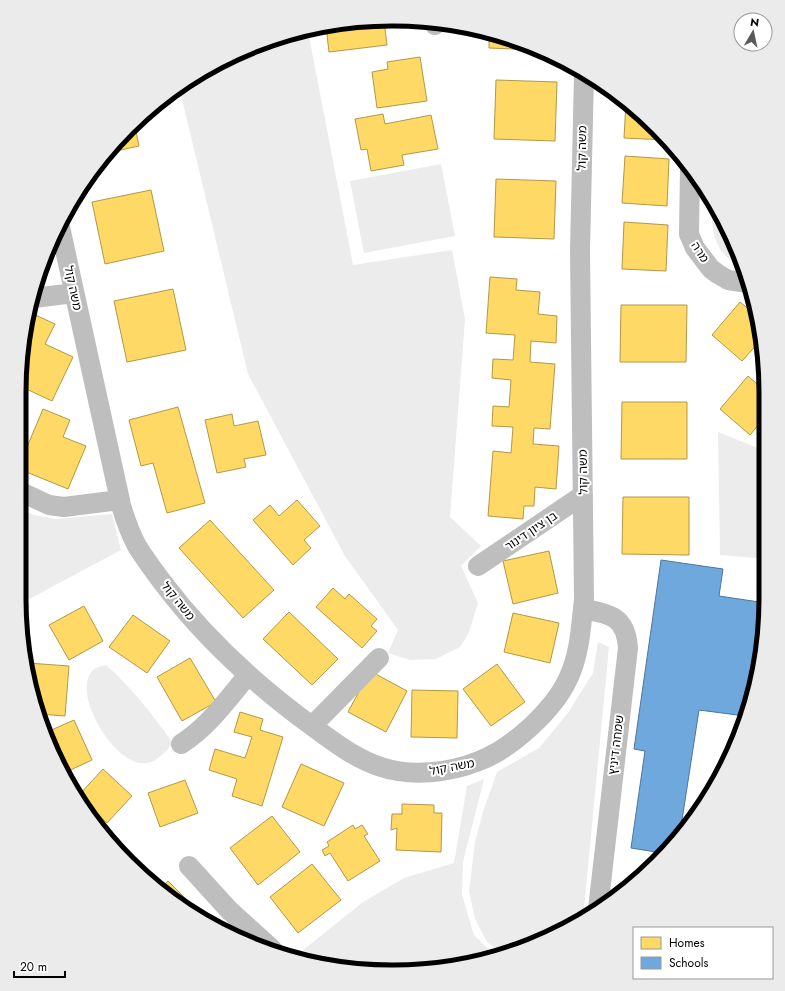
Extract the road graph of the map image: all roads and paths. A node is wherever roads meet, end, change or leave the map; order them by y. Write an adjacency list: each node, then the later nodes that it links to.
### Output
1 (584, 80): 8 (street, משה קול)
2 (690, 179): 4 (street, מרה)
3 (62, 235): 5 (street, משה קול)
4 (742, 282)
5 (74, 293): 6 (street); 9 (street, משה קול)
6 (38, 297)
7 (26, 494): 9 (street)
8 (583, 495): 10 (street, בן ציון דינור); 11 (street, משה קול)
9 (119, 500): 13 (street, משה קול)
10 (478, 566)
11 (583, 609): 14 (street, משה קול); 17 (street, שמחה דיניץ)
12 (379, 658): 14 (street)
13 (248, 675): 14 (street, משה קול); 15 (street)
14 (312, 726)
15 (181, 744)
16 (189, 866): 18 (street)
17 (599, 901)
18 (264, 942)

····················

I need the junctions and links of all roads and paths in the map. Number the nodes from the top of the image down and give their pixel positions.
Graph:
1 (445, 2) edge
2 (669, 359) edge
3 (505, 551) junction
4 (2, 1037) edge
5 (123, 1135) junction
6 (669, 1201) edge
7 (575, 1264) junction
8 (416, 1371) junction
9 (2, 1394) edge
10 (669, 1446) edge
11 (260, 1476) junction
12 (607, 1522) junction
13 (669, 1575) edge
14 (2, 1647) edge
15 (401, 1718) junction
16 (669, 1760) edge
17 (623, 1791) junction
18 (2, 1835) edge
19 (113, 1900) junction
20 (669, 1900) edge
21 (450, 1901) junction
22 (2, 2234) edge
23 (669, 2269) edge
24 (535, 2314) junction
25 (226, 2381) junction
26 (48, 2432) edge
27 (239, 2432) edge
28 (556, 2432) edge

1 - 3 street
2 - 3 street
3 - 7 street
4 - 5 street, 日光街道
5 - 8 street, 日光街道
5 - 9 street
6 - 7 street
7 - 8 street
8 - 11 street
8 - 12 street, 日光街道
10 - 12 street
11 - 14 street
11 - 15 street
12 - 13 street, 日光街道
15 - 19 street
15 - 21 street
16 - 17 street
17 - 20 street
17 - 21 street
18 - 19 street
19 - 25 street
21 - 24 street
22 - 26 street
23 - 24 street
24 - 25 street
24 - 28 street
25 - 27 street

····················

- What the task requires:
Every line above holding the string "paths" should be listed.

- Response box:
Extract the road graph of the map image: all roads and paths. A node is wherever roads meet, end, change or leave the map; order them by y. Write an adjacency list: each node, then the later nodes that it links to.
I need the junctions and links of all roads and paths in the map. Number the nodes from the top of the image down and give their pixel positions.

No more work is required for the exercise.